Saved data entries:
_____

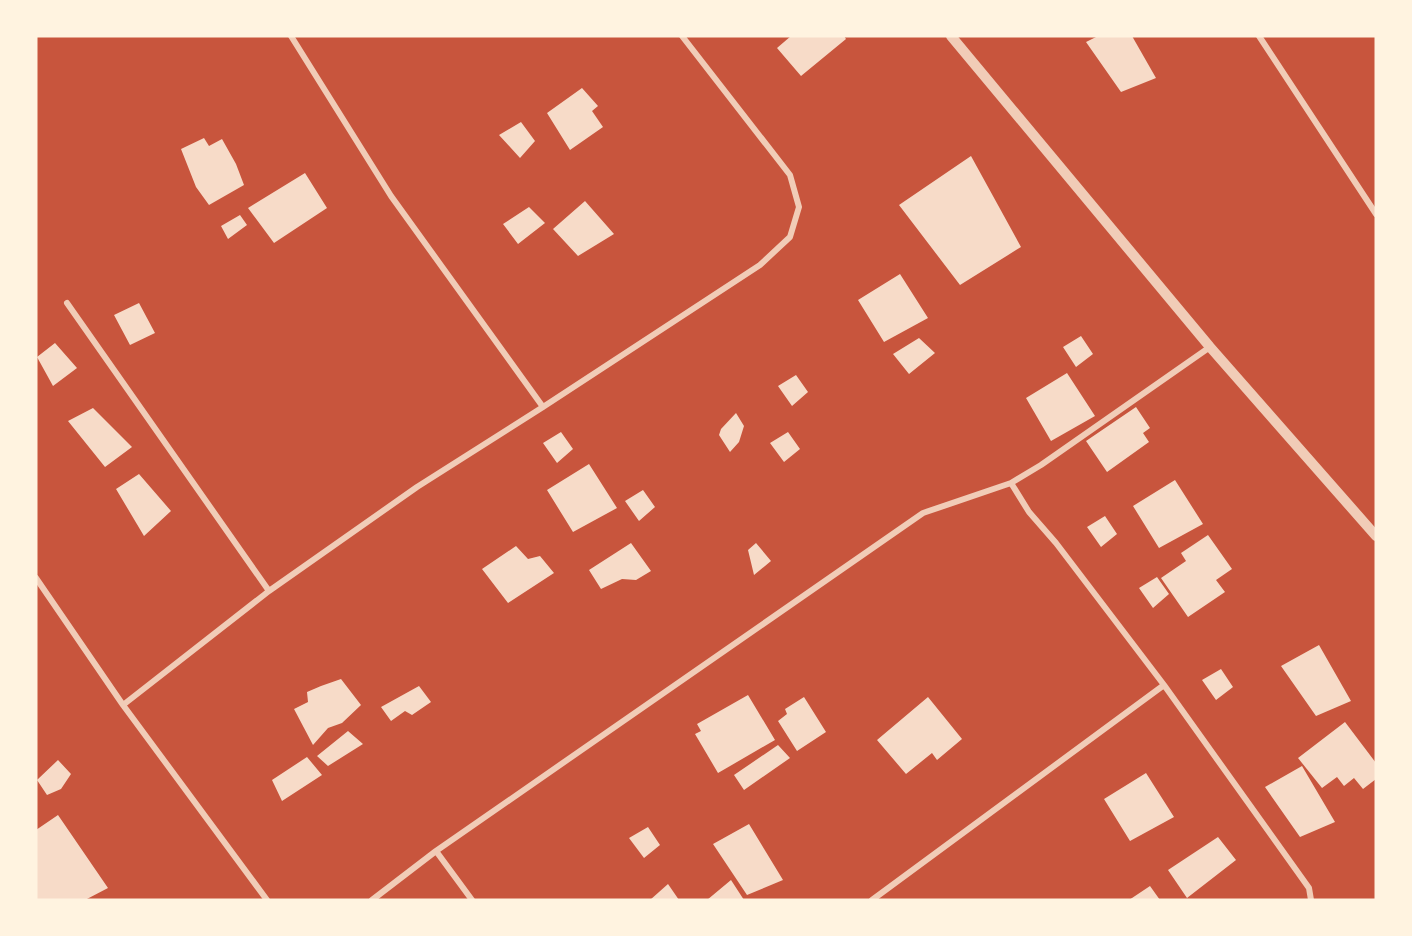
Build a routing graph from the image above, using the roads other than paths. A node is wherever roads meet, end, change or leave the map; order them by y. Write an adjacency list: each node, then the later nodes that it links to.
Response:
1 (291, 36): 8 (street)
2 (682, 36): 8 (street)
3 (951, 36): 7 (street)
4 (1258, 36): 5 (street)
5 (1376, 214)
6 (67, 303): 12 (street)
7 (1210, 347): 9 (street); 10 (street)
8 (543, 407): 12 (street)
9 (1011, 483): 13 (street); 15 (street)
10 (1376, 536)
11 (36, 578): 14 (street)
12 (269, 591): 14 (street)
13 (1164, 685): 19 (street); 20 (street)
14 (123, 705): 16 (street)
15 (436, 851): 17 (street); 18 (street)
16 (267, 900)
17 (372, 900)
18 (472, 900)
19 (872, 900)
20 (1311, 900)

_____

§ **BRIEF**
What you return must match the records letter for letter, except that the pictures stay out.

§ **EXERCISE ANSWER**
Build a routing graph from the image above, using the roads other than paths. A node is wherever roads meet, end, change or leave the map; order them by y. Write an adjacency list: each node, then the later nodes that it links to.
Response:
1 (291, 36): 8 (street)
2 (682, 36): 8 (street)
3 (951, 36): 7 (street)
4 (1258, 36): 5 (street)
5 (1376, 214)
6 (67, 303): 12 (street)
7 (1210, 347): 9 (street); 10 (street)
8 (543, 407): 12 (street)
9 (1011, 483): 13 (street); 15 (street)
10 (1376, 536)
11 (36, 578): 14 (street)
12 (269, 591): 14 (street)
13 (1164, 685): 19 (street); 20 (street)
14 (123, 705): 16 (street)
15 (436, 851): 17 (street); 18 (street)
16 (267, 900)
17 (372, 900)
18 (472, 900)
19 (872, 900)
20 (1311, 900)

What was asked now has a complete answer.